Assim, o pai de Otaviano se dirigiu à mesa onde o filho estava sentado, seguido por Evaristo.
-Otaviano?
-Evaristo?
-Masoque? Conhece esse cara?
-É meu pai.
-Sério?
-Acho que sim, né?
-Eu não tô entendendo mais nada.
-Achei essa figurinha lá na fila.
-Gente, mas que estranho.
-Por que eu tô aqui exatamente?-perguntou Evaristo.
-Eu preciso te contar uma coisa. É sobre a Nayara.
-O que aconteceu com ela?
-Ela... desapareceu.
-Como assim, desapareceu?
-Desapareceu. Eu acho que ela foi raptada.
-Raptada? Mas com-
-GORDINHO?-gritou William, atraindo olhares de vários outros clientes.
-William Atleta?
-Caraca, a gente te zoa muito. Lembra quando você escorregou naquela poça de água?
-Eu não escorreguei na poça, ela deslizou quando eu passei por cima.
-Caraca, te amo bicho.
-Você é um cu, sabia?
-Mas o que tá acontecendo?-perguntou Fátima, vindo na direção da mesa.
-Fátima, lembra do gordinho?
-Meu Deus, William, deixa o menino.
-Concordo com ela- disse Evaristo.
-Ô POVO!-disse Otaviano-PAROU A PUTARIA AQUI.
-Mas nossa.
-William, lembra a amiga que eu te falei?
-Sua namorada?
-Ela não... quer saber?
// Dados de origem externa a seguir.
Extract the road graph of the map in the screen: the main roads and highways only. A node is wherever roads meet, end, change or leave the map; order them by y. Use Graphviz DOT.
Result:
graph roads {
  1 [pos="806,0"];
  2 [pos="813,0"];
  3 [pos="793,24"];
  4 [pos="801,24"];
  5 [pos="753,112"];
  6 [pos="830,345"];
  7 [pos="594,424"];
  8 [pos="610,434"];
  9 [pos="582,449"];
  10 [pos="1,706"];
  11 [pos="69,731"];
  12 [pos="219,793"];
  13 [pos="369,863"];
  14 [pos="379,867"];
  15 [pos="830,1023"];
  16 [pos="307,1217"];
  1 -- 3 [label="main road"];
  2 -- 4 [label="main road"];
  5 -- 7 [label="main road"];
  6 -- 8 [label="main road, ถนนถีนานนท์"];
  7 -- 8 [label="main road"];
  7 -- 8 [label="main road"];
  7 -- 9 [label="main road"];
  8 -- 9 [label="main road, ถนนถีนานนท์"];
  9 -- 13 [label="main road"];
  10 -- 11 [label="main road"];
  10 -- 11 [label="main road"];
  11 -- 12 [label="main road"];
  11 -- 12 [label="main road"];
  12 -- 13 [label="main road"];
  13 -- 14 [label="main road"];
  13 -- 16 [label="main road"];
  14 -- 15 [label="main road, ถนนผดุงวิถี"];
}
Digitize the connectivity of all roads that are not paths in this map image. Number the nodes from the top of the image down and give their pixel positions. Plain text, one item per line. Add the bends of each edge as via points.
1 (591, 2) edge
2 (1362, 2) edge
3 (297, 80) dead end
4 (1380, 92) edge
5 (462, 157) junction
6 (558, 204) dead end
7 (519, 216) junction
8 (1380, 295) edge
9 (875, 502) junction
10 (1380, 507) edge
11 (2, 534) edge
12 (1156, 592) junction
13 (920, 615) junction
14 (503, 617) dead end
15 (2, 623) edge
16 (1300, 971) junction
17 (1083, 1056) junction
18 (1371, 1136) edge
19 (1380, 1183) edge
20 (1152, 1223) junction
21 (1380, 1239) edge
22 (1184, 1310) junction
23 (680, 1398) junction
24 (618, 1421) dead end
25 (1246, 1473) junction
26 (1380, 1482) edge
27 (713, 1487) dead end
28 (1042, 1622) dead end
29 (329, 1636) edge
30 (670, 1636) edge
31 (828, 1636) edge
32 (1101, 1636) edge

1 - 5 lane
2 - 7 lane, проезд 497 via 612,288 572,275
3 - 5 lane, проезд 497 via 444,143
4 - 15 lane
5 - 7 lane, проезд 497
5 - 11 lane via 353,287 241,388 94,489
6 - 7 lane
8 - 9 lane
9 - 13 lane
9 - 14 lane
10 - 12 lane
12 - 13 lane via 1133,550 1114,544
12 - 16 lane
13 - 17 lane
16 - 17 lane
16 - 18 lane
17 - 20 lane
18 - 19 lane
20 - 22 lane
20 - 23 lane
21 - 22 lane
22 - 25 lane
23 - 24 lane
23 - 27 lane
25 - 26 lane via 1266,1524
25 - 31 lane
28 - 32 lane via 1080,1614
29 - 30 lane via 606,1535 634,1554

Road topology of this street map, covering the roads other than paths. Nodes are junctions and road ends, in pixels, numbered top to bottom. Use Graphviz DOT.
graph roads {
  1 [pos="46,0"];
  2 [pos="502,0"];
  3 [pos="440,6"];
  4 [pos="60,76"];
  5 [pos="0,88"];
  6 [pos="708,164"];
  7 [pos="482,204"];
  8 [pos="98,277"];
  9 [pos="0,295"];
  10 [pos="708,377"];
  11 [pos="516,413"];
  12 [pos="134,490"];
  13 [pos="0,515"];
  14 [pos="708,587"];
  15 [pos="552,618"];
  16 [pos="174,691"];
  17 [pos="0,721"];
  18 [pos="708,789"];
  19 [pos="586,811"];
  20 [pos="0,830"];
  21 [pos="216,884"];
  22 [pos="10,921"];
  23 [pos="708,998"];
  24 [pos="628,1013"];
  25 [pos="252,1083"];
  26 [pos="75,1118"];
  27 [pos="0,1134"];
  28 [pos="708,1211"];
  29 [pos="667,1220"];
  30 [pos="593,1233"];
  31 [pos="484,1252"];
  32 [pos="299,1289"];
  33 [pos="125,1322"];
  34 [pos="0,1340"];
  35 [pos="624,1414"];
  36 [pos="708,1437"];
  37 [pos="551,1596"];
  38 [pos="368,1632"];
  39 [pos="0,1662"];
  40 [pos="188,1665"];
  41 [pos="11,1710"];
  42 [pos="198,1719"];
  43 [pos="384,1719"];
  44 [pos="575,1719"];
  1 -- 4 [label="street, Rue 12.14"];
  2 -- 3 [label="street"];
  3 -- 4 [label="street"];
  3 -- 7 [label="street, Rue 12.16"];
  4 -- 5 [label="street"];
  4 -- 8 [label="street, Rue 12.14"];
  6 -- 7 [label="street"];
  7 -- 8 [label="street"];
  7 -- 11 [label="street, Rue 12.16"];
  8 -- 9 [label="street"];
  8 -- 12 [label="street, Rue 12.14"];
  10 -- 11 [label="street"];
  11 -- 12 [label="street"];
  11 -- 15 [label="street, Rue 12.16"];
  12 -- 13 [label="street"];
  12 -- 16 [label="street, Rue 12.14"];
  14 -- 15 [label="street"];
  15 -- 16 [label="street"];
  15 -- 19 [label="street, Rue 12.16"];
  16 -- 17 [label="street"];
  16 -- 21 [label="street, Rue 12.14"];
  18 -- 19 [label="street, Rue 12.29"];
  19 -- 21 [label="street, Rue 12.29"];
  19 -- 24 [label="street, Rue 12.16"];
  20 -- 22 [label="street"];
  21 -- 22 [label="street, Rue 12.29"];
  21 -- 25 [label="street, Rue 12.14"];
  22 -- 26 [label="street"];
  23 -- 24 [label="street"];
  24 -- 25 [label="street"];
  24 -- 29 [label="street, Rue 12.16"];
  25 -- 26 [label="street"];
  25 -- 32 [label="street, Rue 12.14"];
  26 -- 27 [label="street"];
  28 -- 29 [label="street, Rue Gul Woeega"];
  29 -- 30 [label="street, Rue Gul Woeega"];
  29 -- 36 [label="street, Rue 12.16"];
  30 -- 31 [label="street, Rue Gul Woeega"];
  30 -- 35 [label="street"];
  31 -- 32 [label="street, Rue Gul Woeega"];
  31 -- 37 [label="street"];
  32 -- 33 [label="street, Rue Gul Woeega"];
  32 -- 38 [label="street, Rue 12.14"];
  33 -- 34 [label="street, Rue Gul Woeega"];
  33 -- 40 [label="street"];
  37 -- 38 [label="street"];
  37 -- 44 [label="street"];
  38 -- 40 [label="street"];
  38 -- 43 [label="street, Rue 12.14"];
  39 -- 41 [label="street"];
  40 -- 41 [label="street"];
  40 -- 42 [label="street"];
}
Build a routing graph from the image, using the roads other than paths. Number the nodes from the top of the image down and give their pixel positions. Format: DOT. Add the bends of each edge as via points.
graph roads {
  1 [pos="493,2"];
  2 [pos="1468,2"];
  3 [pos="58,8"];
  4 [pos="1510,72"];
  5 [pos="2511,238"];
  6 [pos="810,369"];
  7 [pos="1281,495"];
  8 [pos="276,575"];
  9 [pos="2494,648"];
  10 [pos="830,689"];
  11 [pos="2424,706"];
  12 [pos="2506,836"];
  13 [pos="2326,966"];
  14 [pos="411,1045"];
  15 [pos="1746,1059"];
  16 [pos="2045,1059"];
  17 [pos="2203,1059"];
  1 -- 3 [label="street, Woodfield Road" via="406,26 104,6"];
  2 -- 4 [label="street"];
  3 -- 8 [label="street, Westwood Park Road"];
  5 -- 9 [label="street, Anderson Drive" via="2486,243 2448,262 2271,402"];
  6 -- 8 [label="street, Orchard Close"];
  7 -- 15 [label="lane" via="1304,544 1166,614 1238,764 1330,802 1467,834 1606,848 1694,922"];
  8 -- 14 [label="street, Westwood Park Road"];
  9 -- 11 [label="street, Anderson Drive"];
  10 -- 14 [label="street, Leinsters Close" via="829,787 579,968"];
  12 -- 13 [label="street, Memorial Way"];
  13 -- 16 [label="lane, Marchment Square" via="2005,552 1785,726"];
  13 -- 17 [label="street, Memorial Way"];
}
Deixa. Esse é o melhor amigo dela.
-Então a gente ajuda.
-Vocês ao menos têm uma base pra começar essa "investigação"?
-Tenho um bilhete ameaçador-falou Otaviano, tirando o papelzinho do bolso.
-Espera, vira isso aí-disse Fátima.
No verso, havia um recibo de uma compra muito suspeita, com o nome de um mercado escrito abaixo.
-Mercadinho do Clóvis?
-É meu tio.-disse Fátima-Vamos.
-Ô pai!
-Já sei, já sei.
E subiram os cinco no velho Fiesta cinza-escuro, rumo a uma incrível e épica aventura.